Even in Alsace, with its extended harvest, this year’s wine is safely in cellars. Winemakers there are beginning to take it easy. Perfect timing as this is the most Christmas-y of all French wine regions.

A sprinkling of snow, candles in windows, beribboned evergreen boughs decorating balconies of picturesque old houses, nothing could be prettier than the streets of Colmar at dusk in December. In five different squares, each with its own atmosphere, wooden stalls are erected to sell artisan made, charming wooden decorations, toys, spiced hot drinks, gingerbread and bredle, little sweet biscuits to hang on the tree.

Specialist food shop windows bulge with gastronomic treats. The celebrated local foie gras, usually served with a fine Late Harvest sweet wine, is sold either fresh or in terrines ready for the festive meals. Then there are the local dried pears, plums and figs, gathered in September before they are overripe, and luscious candied orange and lemon peel - all essential ingredients for Berawecka (recipe follows). No self respecting Alsace family would be without this wonderful fruit and nut laden cake to serve to their visitors with a cup of coffee, a glass of rich but almost dry Gewurztraminer, or maybe a home-made eau-de-vie, during the 12 days of Christmas.

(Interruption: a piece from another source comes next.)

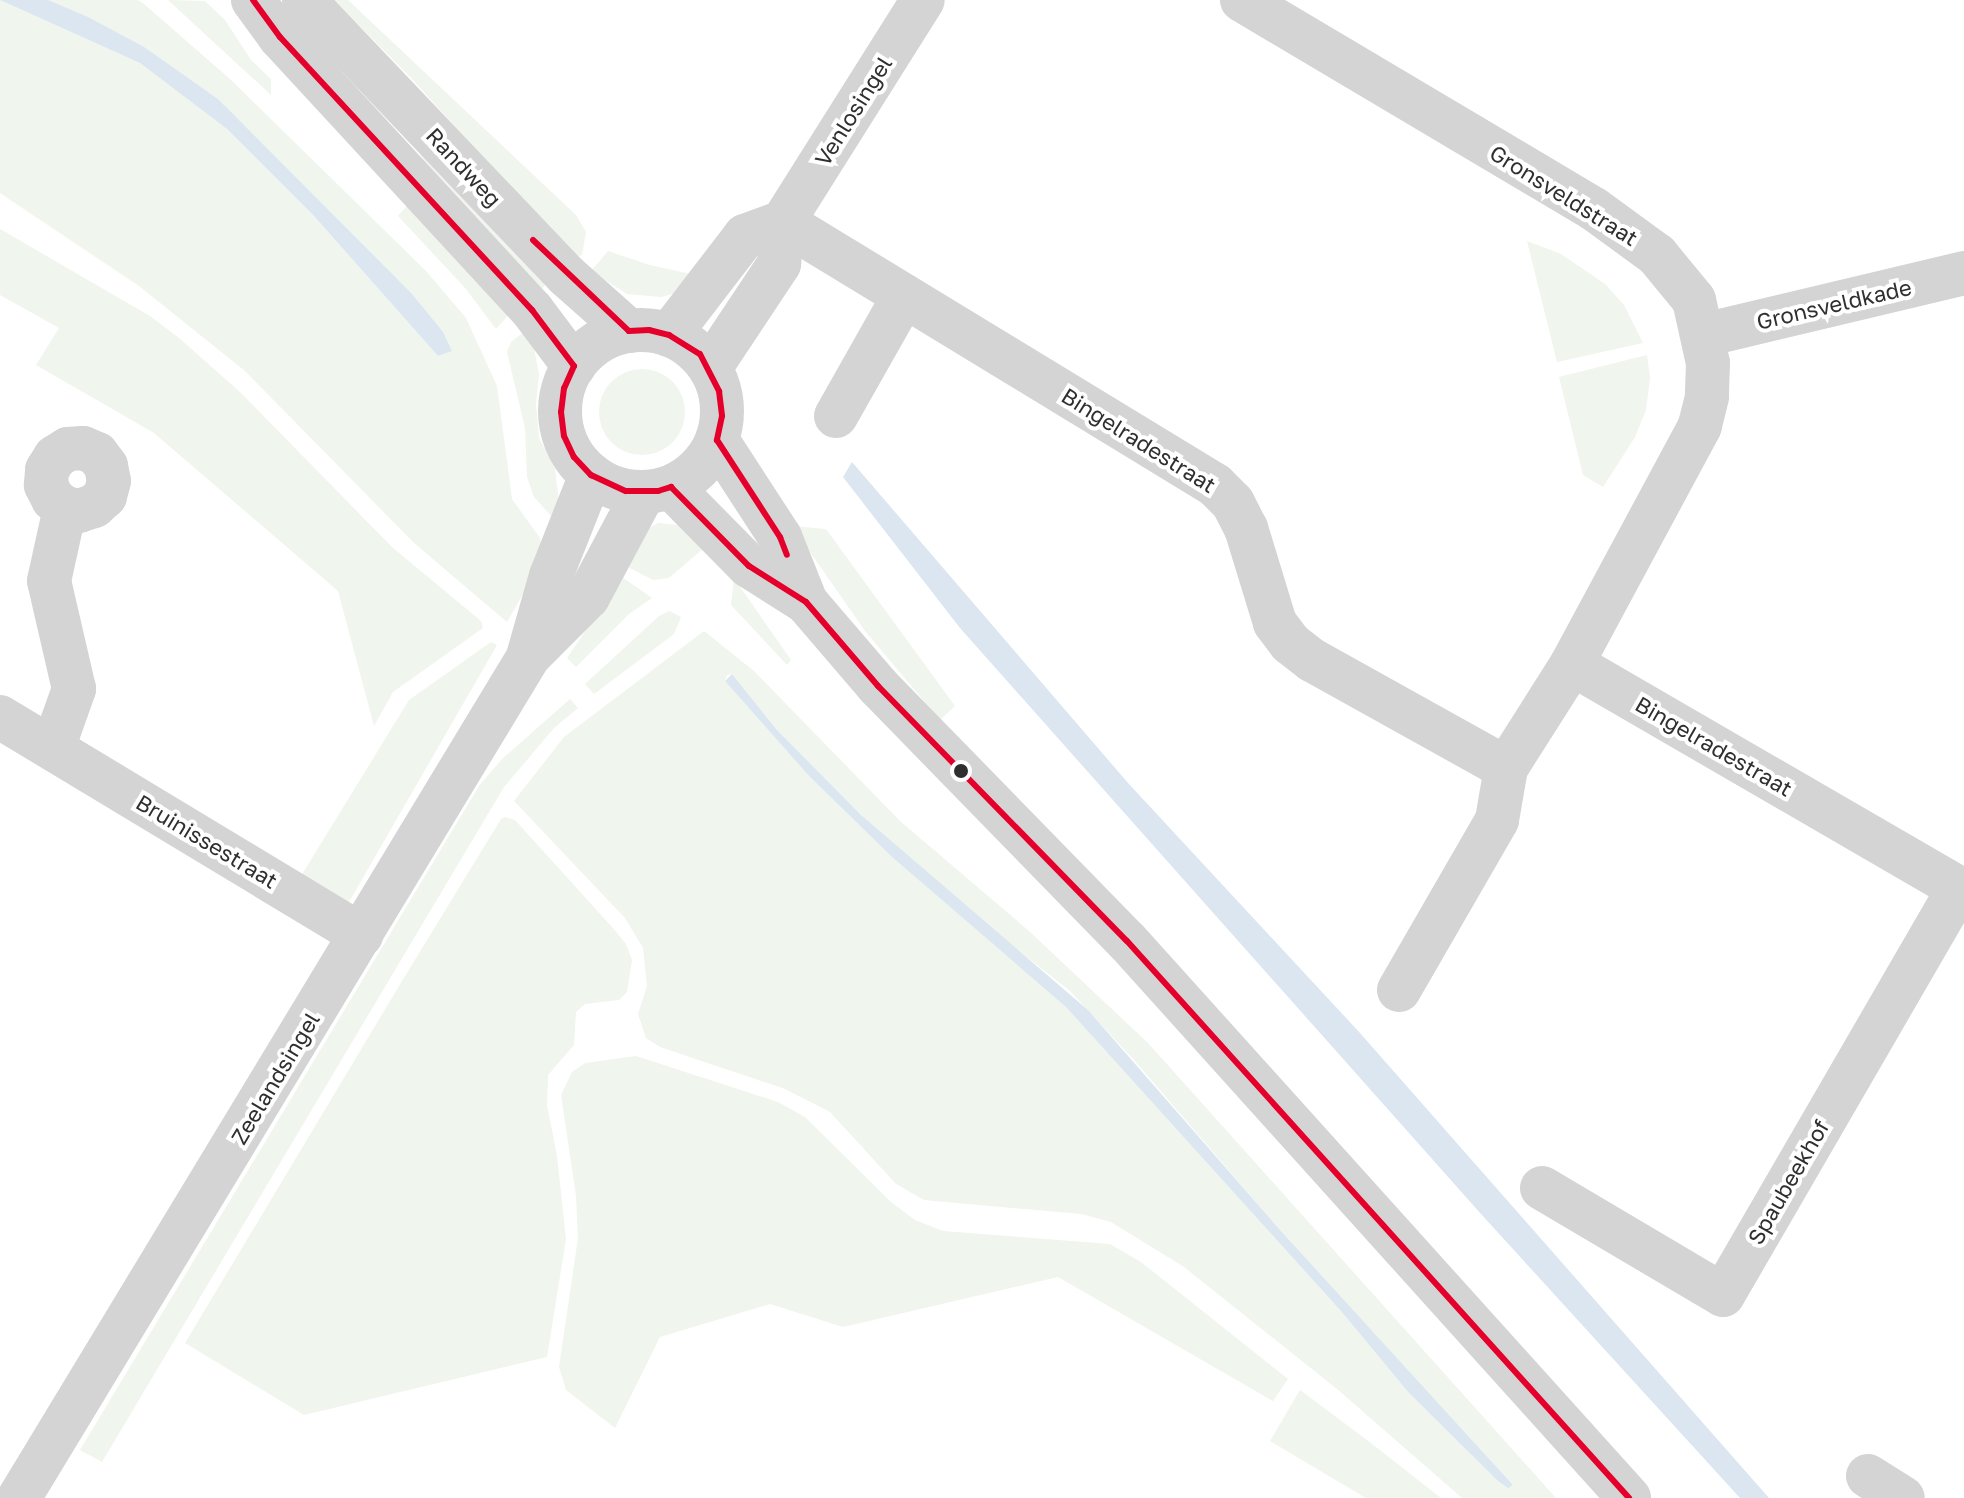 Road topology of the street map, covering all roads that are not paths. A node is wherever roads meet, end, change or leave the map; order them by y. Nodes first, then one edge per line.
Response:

The famous Christmas markets start at the beginning of December, attracting visitors from all over France, neighbouring Germany and, increasingly, from further afield. But as the Tourist Board cranks up the publicity machine, some local residents are becoming disgruntled. The municipality struggles to keep control as out-of-town traders move in, renting rooms on the high streets in order to claim pavement space for their booths, which sell not–so-typical souvenirs, or, as one local told me, trash. Christmas doner kebabs are definitely seen as a step too far.

The cathedral city of Strasbourg has the biggest market of all, attracting thousands of visitors. In the pretty town of Riquewihr, at the heart of the local wine trade, a steady stream of well-oiled revellers in reindeer hats and flashing Santa Claus bonnets make it almost impossible for bona fide shoppers to force their way through to the wine-shops, butchers, and bakers supplying their festive fare.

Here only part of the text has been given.